Thursday, 26 de December de 2024 ISSN 1519-7670 - Ano 24 - nº 1319

Entre esqueletos e tubarões

Uma notícia publicada pelo G1 na terça-feira (3/3), intitulada “Tubarão ‘alienígena’ é capturado e exposto em museu australiano“, demonstra que o jornalismo científico dos grandes portais de notícias está despreparado até mesmo para passar uma informação simples.

A notícia começa afirmando que um “esqueleto” de tubarão-duende foi capturado por um pescador na costa sudoeste da Austrália, apresentando na sequência uma imagem do animal capturado. A referência a um “esqueleto” aparece duas vezes ao longo do texto, mas fica claro que o exemplar era um animal completo. Provavelmente um erro de tradução ou desatenção na composição da notícia.

O tubarão-duende (Mitsukurina owstoni) é algumas vezes referido como “fóssil-vivo”, devido ao fato de fazer parte de um grupo que existe há aproximadamente 125 milhões de anos, o que pode ter confundido o jornalista no momento de transcrever a informação. Por ser um animal que vive em grandes profundezas é difícil de ser capturado e este exemplar bem preservado foi encaminhado ao Australian Museum em Sydney.
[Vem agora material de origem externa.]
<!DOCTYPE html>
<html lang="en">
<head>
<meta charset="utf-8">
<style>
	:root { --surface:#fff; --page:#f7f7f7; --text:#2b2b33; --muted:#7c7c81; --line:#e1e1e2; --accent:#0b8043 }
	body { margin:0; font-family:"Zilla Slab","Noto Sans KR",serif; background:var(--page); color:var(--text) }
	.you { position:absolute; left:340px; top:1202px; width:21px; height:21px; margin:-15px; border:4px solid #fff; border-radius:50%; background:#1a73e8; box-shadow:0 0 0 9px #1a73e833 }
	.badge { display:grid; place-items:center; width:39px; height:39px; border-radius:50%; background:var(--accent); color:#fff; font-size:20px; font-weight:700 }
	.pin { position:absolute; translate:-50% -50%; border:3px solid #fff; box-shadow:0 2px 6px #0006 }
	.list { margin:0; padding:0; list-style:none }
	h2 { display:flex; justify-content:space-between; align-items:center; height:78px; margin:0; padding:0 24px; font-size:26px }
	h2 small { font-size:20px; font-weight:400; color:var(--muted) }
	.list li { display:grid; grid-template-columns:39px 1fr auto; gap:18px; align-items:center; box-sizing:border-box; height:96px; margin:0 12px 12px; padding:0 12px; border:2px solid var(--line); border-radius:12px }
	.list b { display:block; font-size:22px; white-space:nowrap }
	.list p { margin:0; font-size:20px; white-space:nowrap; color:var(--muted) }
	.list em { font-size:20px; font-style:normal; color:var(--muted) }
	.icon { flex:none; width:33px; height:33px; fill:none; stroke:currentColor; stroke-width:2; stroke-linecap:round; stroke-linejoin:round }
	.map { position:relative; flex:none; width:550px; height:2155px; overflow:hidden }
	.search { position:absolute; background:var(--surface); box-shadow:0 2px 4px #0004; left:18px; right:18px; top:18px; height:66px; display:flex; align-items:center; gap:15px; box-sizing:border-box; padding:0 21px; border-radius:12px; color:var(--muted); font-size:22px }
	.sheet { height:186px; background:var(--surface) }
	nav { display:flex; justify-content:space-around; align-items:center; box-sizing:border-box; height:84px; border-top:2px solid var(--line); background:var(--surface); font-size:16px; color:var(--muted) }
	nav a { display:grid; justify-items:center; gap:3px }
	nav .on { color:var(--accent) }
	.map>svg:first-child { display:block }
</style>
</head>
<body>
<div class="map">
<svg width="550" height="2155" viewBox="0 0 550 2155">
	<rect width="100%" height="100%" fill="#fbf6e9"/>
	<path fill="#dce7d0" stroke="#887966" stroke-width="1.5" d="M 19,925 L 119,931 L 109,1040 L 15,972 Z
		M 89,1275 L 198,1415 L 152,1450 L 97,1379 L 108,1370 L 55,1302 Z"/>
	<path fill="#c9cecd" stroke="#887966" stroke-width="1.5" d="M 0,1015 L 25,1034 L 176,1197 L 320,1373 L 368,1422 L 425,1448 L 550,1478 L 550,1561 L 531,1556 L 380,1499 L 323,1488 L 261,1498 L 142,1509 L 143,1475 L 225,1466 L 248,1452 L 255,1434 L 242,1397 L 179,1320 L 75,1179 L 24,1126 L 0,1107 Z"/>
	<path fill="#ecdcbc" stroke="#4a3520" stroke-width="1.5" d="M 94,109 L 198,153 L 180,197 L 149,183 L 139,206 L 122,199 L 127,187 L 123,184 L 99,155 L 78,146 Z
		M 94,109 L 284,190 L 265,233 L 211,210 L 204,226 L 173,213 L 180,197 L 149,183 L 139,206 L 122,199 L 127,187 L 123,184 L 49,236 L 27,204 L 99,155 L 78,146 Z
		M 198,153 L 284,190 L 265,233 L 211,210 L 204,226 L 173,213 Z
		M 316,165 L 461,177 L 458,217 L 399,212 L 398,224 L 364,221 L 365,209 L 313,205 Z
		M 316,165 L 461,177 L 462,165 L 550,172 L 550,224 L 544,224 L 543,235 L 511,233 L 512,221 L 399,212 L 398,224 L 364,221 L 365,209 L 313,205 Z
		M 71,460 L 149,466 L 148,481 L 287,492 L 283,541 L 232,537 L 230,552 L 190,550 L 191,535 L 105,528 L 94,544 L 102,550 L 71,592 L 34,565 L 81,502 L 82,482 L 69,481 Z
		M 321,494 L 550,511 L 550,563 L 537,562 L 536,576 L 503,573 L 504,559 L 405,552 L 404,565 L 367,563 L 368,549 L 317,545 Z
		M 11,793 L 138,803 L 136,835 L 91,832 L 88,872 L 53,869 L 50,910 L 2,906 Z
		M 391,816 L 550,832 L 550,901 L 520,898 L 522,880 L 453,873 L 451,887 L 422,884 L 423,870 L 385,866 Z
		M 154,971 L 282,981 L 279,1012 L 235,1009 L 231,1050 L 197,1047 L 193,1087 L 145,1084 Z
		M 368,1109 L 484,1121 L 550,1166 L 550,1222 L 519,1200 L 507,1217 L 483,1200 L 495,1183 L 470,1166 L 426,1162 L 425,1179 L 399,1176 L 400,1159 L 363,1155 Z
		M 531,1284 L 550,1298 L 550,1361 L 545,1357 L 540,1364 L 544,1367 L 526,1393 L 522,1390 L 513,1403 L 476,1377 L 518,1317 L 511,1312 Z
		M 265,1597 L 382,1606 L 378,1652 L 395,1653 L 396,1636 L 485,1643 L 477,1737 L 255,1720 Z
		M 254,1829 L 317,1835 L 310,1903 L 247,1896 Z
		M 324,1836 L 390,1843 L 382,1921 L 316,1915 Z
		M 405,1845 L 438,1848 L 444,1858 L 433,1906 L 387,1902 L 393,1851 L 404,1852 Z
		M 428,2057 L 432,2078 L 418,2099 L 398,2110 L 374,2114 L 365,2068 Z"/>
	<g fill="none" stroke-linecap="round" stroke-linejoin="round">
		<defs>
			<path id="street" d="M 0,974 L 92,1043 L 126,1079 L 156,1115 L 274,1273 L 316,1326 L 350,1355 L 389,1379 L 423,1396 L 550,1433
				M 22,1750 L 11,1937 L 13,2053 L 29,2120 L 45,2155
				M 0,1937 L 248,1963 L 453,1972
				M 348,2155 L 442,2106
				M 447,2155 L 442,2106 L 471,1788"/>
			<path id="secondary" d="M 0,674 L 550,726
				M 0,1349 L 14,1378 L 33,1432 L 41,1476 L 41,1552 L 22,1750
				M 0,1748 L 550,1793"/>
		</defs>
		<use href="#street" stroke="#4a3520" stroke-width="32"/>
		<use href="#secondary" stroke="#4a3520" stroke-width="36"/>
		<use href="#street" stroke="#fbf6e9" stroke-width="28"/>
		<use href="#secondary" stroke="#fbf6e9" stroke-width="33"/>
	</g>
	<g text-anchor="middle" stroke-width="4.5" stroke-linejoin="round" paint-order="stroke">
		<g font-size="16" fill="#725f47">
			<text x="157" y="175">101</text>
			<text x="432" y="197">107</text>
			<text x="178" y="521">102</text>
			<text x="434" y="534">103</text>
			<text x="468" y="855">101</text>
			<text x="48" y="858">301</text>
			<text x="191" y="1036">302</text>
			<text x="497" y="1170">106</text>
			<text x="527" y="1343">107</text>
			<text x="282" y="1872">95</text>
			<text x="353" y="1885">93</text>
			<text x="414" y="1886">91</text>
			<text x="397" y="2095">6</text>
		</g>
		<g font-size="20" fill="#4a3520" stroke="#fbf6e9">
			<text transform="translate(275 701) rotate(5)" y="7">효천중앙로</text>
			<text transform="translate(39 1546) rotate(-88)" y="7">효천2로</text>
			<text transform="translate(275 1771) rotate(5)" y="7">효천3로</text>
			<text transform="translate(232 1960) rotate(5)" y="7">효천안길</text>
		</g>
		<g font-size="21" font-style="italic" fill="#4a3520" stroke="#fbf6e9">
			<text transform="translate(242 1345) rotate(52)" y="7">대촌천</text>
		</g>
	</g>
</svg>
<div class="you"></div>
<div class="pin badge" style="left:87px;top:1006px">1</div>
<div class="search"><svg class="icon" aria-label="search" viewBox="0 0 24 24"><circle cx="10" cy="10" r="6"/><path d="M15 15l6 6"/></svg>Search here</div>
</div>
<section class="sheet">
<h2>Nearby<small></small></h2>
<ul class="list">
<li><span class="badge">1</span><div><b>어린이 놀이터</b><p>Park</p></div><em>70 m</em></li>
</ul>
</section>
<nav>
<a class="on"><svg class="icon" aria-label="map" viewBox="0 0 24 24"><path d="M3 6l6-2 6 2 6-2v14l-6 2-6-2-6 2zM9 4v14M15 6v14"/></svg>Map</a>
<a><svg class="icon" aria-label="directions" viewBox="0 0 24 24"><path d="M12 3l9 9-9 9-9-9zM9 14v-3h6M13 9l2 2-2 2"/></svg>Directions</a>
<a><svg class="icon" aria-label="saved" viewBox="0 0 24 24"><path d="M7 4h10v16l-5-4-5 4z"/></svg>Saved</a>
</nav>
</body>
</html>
Em outra parte da notícia lê-se este parágrafo, após ser efetuada uma correção: “Natural das profundezas, o tubarão-duende tem nariz achatado, corpo rosado e flácido e dentes em forma de pregos. O peixe mede de três a quatro metros de comprimento, na idade adulta”.

Sobre o tubarão-duende

Antes da correção citada, o texto apresentava a palavra “largura” no local de “comprimento”. Esse detalhe se torna interessante, pois ao pesquisarmos o parágrafo incorreto notamos que o mesmo é extremamente parecido com a página da Wikipédia sobre o tubarão-duende, contendo inclusive o mesmo erro apontado: “O tubarão-duende (Mitsukurina owstoni) é uma espécie que habita nas águas profundas, raramente é visto com vida. Tem nariz achatado, corpo rosado e flácido e dentes em forma de pregos. O peixe mede de três a quatro metros de largura, na idade adulta.”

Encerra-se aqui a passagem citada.